El principal problema fue que el intendente Ruiz Díaz ya no escuchó, ni recibió, a ninguno de los miembros de la Cámara de Comercio que solicitaron en reiteradas ocasiones audiencias con el titular del ejecutivo municipal. Esto se debería a que sus decisiones las tomó con base en la orden del presidente de la República, Santiago Peña, según dijo en un discurso que dio en un acto público, de acuerdo a lo que manifestó el integrante del gremio.
“Esperemos que ese el número 1 que ordena, trate de solucionar este tema que al final lo terminan pagando todas las personas que hace años tienen su vivienda ahí. Porque hay que entender que el anfiteatro tiene más de 30 años de vigencia y esto se hizo con fines de convertir en un escenario de espectáculos”, recordó Jara.
Además, consideran que la negativa del intendente tendría relación con el desarrollo inmobiliario en la zona del anfiteatro, cuya ofertas de departamentos ya se están realizando, y donde la mayoría de los dueños de terrenos en la zona adquirieron las propiedades hace 4 ó 5 años, pospandemia, lo cual no tiene sentido para el representante de la Cámara de Comercio, debido a que son los pobladores antiquísimos del centro urbano quienes hoy día tienen que lidiar con las discotecas trasladadas a sus zonas.

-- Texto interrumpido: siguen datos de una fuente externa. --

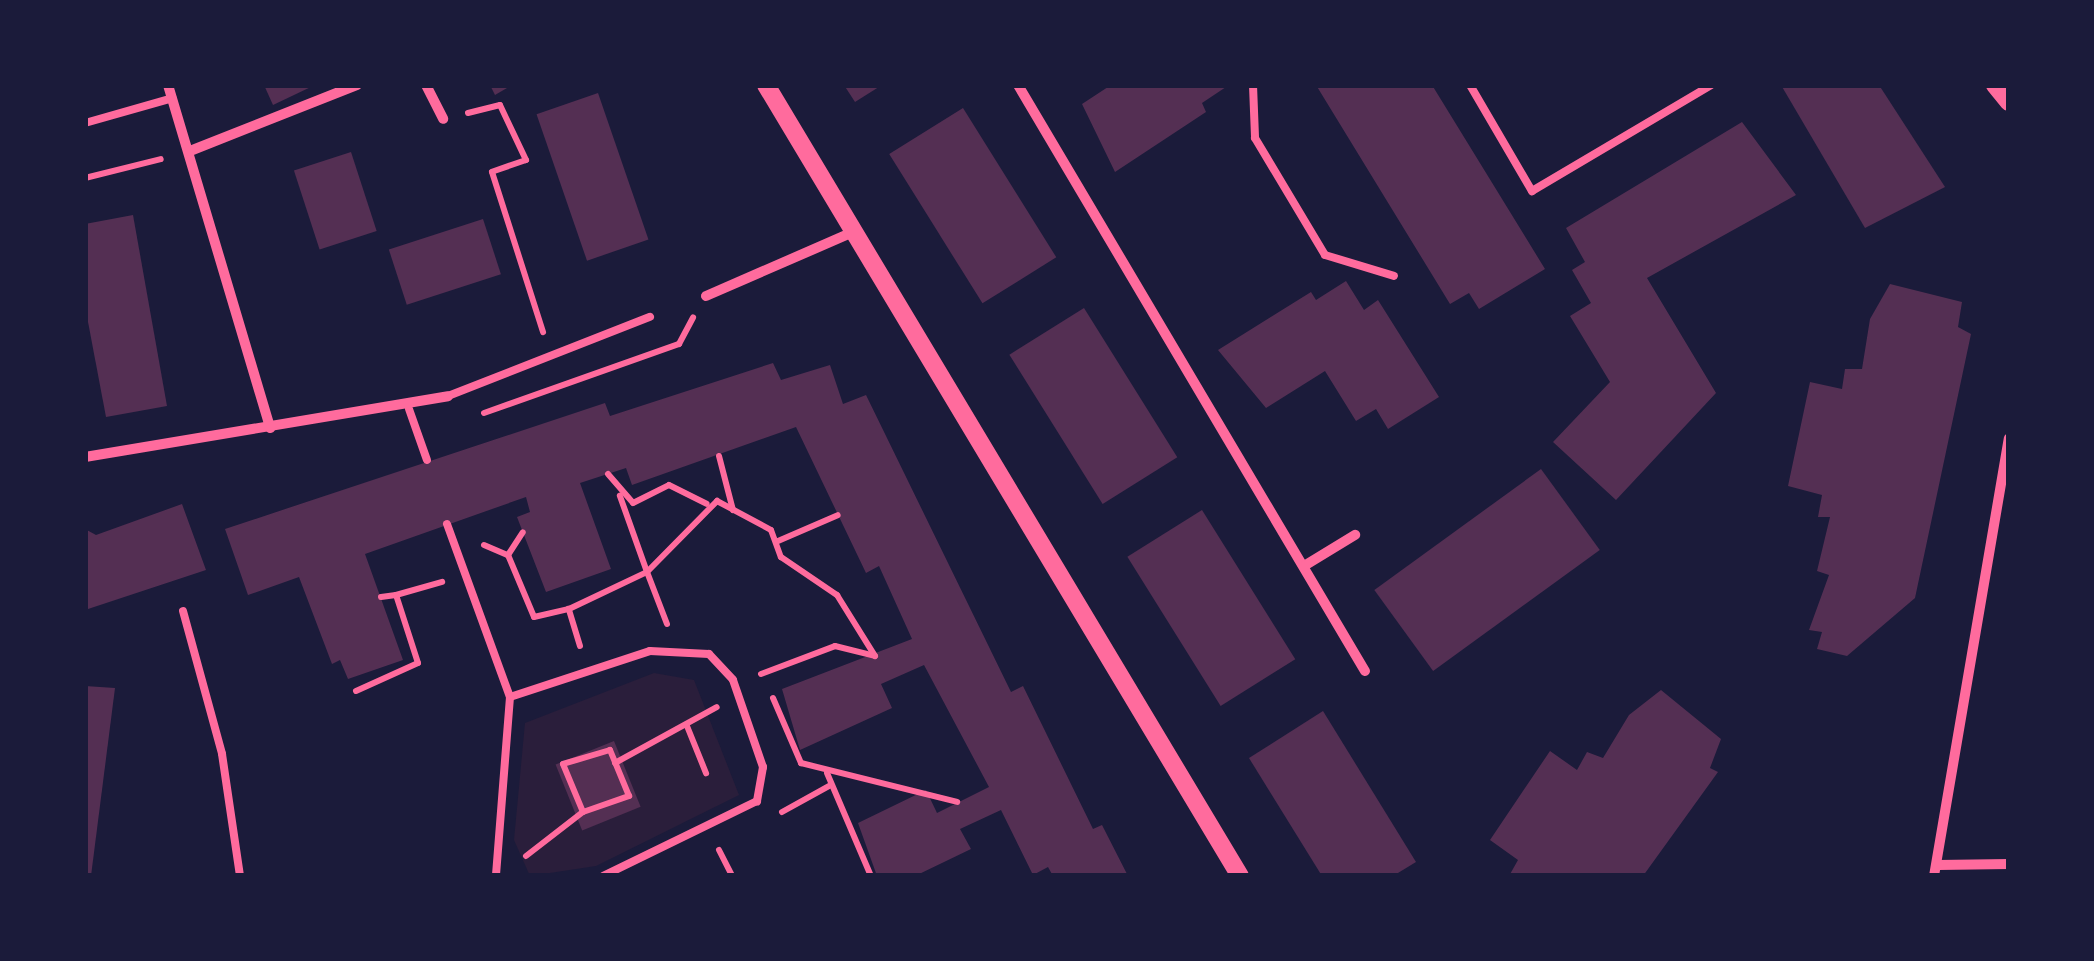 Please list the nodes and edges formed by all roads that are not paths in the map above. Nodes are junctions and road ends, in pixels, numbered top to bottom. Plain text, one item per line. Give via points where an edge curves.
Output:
1 (168, 85) edge
2 (357, 85) edge
3 (426, 85) edge
4 (766, 85) edge
5 (1018, 85) edge
6 (1253, 85) edge
7 (1470, 85) edge
8 (1711, 85) edge
9 (1996, 85) edge
10 (173, 98) junction
11 (2009, 102) edge
12 (442, 120) road end
13 (85, 123) edge
14 (190, 151) junction
15 (853, 232) junction
16 (1394, 276) dead end
17 (706, 296) dead end
18 (650, 316) dead end
19 (448, 396) joint
20 (409, 409) junction
21 (270, 428) junction
22 (2009, 438) edge
23 (85, 457) edge
24 (427, 460) dead end
25 (447, 524) dead end
26 (1355, 535) dead end
27 (1304, 566) junction
28 (183, 611) dead end
29 (1364, 671) dead end
30 (510, 697) junction
31 (2009, 864) edge
32 (496, 871) edge
33 (1936, 871) edge
34 (240, 876) edge
35 (603, 876) edge
36 (1240, 876) edge

1 - 10 street
2 - 14 street
3 - 12 street
4 - 15 street
5 - 27 street
6 - 16 lane via 1254,138 1325,255
7 - 8 lane via 1532,191
9 - 11 street
10 - 13 lane
10 - 14 street
14 - 21 street
15 - 17 street
15 - 36 street
18 - 19 lane
19 - 20 street
20 - 21 street
20 - 24 lane
21 - 23 street
22 - 33 street
25 - 30 lane
26 - 27 street
27 - 29 street
28 - 34 lane via 222,754
30 - 32 lane
30 - 35 lane via 677,652 708,654 738,693 764,767 757,801
31 - 33 street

“La convivencia en San Bernardino se volvió alarmante, hay una preocupación totalmente justificada, antes se concentraba todo en el anfiteatro, entonces estaba la gente de la Fiscalía, del Ministerio de la Niñez, la Policía, hasta los padres, nosotros podíamos traerles a nuestros hijos acá, al término de la fiesta, y volver a buscarlos al término de las fiestas otra vez de este mismo lugar. Lamentablemente, las fuerzas poderosas hicieron que esto se haya llevado a los centros urbanos”, sostuvo.

Préstamo para pago de aguinaldo
De las cinco discotecas de las que son socios de la cámara, tributan aproximadamente entre G. 80 y G. 100 millones cada uno, lo que sumado todo, daría entre G. 400 y G. 500 millones de tributo para la municipalidad a inicio de temporada alta.
Algo que llamó la atención a los comerciantes es que la municipalidad no aceptó esto; sin embargo, hizo un préstamo de G. 700 millones más G. 63 millones de intereses a doce meses para pagar el aguinaldo de los funcionarios, incluidos el del intendente y los concejales, monto que alcanza G. 344 millones, es decir, el 50% del préstamo fue solamente a estos 13 funcionarios.
“De los G. 700 millones que pidieron para pagar aguinaldo, G. 344 millones son para el intendente y los 12 concejales municipales, o sea, el 50% del préstamo fue para pagar el aguinaldo del intendente y los concejales, entonces, si vos mismo no podés generar dinero para pagarte tu salario, algo está mal. Con esto estamos viendo cuál es la realidad, desarrollo inmobiliario y silencio en el anfiteatro, eso es palabra más, palabra menos”, criticó Jara.